Giuseppe Cottolengo, el santo de la Providencia

En Turín hay una ciudad adentro de la ciudad, un conjunto de edificios que ha ido crecido con el tiempo hasta convertirse casi en un barrio: es la Piccola casa della Divina Provvidenza. En su entrada se leen las palabras Caritas Christi urget nos: “El amor de Cristo nos apremia” (2 Cor 5,14), el lema que, como estandarte de toda una vida, guió y sostuvo la increíble empresa de Giuseppe Benedetto Cottolengo (1786-1842), proclamado santo por el Papa Pío XI en 1934.

Era el 2 de septiembre de 1827 cuando Giuseppe, sacerdote de unos cuarenta años, fue llamado a la cabecera de una mujer moribunda y embarazada, enferma de tuberculosis y, por tanto, rechazada por los hospitales de toda Turín. La agonía de la mujer, el dolor de sus hijos y la miseria que rodeaba su muerte llevaron a Cottolengo, con la ayuda de algunas mujeres, a crear un hospicio en el centro de Turín, donde poder ofrecer hospitalidad y cuidados a quienes no podían encontrarlos en otros lugares. Así nació, el 17 de enero de 1828, el Depósito de los enfermos pobres del Corpus Christi, la semilla de la que brotaría la Pequeña Casa, también conocida como “el Cottolengo”.

Eran los años en los que Turín, en plena primera revolución industrial, dio a luz a muchos de los que el Papa Francisco llamaría hoy “rechazados”, es decir, aquellos que, incapaces de encontrar un lugar y fuentes de subsistencia en los mecanismos económicos emergentes, se ven empujados a las sombras de la pobreza y la insignificancia social. Así, los enfermos y los pobres se convierten en las “joyas”, como él los consideraba, que guían la obra de Cottolengo. Una obra que en diez años, de 1832 a 1842, se amplió hasta convertirse en una enfermería para enfermos agudos y crónicos, un instituto y una escuela para sordomudos, un orfanato para hombres y mujeres, un centro de atención para desfavorecidos físicos, una guardería y una escuela primaria para niños pobres. Al médico que le ayudó desde el principio de su obra, le dijo un día: “Recuerda que los pobres son y serán los que te abran las puertas del Paraíso: por tanto, caridad, siempre caridad y siempre caridad”.
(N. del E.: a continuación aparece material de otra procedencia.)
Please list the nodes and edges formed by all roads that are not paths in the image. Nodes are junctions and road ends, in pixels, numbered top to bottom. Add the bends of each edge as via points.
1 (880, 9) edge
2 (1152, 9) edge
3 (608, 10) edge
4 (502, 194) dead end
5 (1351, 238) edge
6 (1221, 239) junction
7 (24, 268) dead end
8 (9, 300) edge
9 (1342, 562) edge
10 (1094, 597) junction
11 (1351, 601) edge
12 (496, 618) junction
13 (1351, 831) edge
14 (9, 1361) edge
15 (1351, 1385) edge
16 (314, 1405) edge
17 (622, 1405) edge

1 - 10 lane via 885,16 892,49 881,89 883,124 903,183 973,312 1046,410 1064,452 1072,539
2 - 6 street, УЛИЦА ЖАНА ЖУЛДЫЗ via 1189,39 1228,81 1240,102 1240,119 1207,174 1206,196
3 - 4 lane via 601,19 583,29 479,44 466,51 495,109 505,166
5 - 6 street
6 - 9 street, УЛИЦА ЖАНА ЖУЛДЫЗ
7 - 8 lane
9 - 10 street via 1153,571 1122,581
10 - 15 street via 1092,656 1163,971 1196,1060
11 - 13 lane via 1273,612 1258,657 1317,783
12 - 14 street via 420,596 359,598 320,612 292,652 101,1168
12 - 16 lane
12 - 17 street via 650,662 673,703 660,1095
Pero no es sólo la caridad lo que mueve al Cottolengo. En él actúa una fe inquebrantable en la Providencia, que le impulsa a emprender sus innumerables iniciativas sin dudar nunca si podían realizarse o no, incluso cuando los recursos financieros eran casi inexistentes. A los que expresaban dudas y temores sobre la gestión contable de la Pequeña Casa, les decía: “No registréis lo que nos manda la Providencia. Ella sabe llevar los registros mejor que nosotros (…). No os metáis en los asuntos de la Providencia. Y no os preocupéis porque ella no os necesita”.

Un “hombre prodigioso”, le llamó Camillo Benso, conde de Cavour. Cuando Giuseppe murió de tifus en 1842, había unas 1.300 personas en la Pequeña Casa, ¡y su empresa solo estaba empezando!  Hoy en día, “il Cottolengo”, además de tener presencia en varios lugares de Italia, también se encuentra en India, Kenia, Tanzania, Etiopía, Ecuador, Estados Unidos (Florida) y Suiza, donde sigue ofreciendo hospitalidad y asistencia médica a los más necesitados.